Given records:
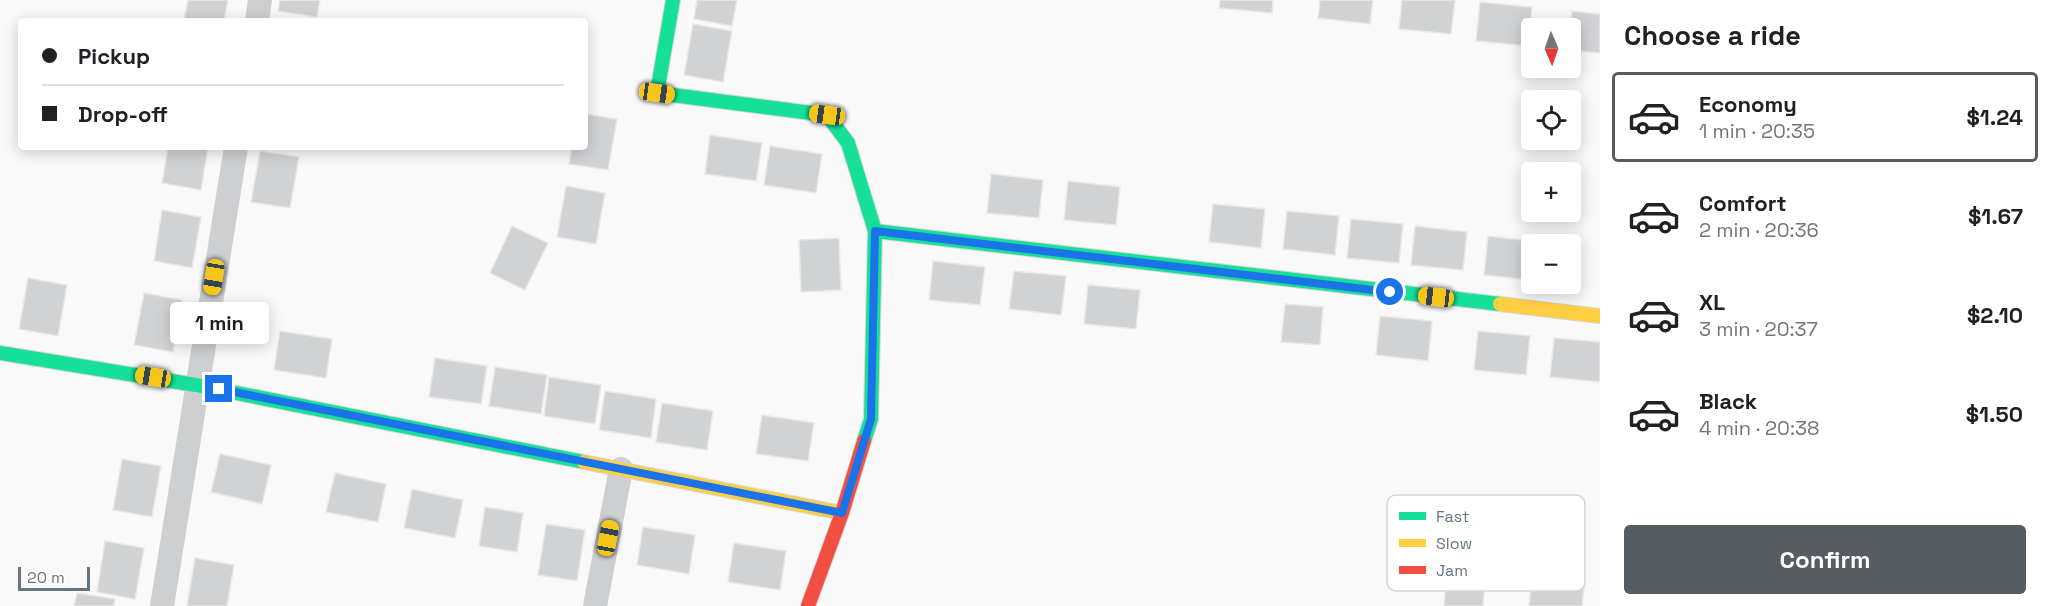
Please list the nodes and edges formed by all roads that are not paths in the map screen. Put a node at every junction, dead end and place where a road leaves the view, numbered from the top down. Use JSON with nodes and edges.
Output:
==
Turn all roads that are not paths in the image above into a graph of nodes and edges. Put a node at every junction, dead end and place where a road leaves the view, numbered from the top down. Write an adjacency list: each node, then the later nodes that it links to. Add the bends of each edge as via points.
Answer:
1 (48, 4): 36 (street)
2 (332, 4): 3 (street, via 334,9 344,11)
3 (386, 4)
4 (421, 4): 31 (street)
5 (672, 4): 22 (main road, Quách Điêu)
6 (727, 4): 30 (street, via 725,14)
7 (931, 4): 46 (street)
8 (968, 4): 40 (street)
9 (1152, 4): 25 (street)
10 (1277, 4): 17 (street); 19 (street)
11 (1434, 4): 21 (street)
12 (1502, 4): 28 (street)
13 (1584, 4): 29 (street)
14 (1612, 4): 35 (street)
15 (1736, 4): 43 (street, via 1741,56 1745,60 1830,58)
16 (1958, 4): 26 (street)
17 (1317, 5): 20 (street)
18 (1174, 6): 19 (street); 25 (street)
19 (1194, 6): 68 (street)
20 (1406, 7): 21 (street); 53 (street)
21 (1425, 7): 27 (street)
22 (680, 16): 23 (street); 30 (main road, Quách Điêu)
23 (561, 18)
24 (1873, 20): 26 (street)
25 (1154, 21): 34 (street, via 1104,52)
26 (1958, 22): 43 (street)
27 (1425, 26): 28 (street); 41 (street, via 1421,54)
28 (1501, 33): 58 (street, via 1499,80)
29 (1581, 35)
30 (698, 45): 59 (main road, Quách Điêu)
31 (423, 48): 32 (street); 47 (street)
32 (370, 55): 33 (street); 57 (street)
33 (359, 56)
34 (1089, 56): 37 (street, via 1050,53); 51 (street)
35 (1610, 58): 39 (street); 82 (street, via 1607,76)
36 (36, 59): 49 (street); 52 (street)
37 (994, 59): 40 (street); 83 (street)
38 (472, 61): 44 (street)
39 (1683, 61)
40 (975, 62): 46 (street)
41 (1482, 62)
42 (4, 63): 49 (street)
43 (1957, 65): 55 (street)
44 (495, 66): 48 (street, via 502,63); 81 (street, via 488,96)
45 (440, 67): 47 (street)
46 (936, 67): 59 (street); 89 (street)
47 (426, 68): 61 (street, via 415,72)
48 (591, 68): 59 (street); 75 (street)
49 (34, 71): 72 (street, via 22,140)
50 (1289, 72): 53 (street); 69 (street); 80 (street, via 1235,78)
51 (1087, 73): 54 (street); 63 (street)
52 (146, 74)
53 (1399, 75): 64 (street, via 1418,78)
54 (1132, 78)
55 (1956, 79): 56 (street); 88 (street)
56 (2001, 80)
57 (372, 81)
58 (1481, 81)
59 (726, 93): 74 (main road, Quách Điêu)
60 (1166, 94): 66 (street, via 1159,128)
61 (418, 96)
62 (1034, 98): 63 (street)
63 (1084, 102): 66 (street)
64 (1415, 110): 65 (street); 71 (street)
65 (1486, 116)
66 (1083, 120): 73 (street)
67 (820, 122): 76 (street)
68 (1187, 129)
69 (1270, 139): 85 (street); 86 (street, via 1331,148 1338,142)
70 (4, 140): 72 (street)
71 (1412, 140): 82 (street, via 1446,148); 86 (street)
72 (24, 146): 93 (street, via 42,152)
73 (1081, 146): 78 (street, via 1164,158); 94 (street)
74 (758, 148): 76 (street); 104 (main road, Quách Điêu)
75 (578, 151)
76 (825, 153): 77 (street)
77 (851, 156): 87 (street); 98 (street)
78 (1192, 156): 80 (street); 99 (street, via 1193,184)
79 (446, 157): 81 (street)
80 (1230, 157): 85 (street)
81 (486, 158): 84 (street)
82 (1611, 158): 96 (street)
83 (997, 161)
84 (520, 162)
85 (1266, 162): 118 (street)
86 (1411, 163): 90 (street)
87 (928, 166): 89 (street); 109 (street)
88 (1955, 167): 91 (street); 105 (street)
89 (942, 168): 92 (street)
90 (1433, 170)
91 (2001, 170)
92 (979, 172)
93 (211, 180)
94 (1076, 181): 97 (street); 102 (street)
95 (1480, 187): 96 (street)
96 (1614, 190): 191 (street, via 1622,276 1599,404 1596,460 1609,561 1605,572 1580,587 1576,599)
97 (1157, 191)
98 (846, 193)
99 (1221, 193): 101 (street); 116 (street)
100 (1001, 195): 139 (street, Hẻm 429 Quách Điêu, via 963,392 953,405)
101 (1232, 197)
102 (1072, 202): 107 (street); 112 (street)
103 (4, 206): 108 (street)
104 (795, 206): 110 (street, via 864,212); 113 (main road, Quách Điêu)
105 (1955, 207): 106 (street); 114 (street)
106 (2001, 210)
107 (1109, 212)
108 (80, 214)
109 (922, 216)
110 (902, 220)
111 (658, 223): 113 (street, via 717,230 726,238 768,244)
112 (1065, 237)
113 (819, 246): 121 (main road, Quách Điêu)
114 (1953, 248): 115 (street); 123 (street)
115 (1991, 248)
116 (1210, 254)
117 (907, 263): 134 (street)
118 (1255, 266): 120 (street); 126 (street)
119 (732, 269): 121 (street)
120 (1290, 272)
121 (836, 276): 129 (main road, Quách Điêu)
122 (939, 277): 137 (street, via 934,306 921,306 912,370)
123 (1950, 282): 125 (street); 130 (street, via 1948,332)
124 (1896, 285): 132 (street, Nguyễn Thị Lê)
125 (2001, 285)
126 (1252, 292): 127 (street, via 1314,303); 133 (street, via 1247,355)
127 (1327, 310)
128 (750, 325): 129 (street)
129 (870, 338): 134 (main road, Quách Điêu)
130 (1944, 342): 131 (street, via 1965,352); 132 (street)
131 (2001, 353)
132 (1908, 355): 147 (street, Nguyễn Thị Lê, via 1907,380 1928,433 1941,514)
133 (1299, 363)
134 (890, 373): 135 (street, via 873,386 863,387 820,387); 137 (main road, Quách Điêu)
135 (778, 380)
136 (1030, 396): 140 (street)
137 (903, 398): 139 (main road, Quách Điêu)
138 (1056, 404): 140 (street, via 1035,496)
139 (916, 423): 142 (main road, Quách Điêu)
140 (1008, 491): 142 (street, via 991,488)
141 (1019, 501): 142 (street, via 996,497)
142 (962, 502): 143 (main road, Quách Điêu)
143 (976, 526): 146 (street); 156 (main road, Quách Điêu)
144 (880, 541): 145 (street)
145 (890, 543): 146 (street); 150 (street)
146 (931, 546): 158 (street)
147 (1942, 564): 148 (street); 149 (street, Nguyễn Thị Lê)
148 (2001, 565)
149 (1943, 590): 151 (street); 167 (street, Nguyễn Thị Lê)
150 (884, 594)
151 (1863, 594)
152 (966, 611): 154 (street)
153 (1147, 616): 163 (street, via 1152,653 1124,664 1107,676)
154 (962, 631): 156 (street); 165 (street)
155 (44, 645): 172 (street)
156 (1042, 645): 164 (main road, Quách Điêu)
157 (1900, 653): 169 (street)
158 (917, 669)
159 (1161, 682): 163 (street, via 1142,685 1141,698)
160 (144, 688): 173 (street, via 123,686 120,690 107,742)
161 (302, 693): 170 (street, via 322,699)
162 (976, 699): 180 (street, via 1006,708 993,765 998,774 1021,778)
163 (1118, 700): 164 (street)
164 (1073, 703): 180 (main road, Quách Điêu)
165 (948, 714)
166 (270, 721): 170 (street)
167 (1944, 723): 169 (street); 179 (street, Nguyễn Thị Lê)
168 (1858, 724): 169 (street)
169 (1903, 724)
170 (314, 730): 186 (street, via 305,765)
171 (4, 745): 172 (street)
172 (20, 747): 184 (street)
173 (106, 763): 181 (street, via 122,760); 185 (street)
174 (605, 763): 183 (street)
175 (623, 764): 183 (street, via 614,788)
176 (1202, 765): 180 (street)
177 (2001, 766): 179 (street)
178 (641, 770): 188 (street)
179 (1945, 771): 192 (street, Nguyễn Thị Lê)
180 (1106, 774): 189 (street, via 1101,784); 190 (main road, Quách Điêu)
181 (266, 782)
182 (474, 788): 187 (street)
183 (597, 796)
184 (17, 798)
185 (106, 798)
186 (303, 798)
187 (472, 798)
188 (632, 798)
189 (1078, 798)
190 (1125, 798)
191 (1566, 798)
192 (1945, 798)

Task to carry out: "down" is the word to look for; copy every line of the data that has it.

Output for this exercise:
Please list the nodes and edges formed by all roads that are not paths in the map screen. Put a node at every junction, dead end and place where a road leaves the view, numbered from the top down. Use JSON with nodes and edges.
Turn all roads that are not paths in the image above into a graph of nodes and edges. Put a node at every junction, dead end and place where a road leaves the view, numbered from the top down. Write an adjacency list: each node, then the later nodes that it links to. Add the bends of each edge as via points.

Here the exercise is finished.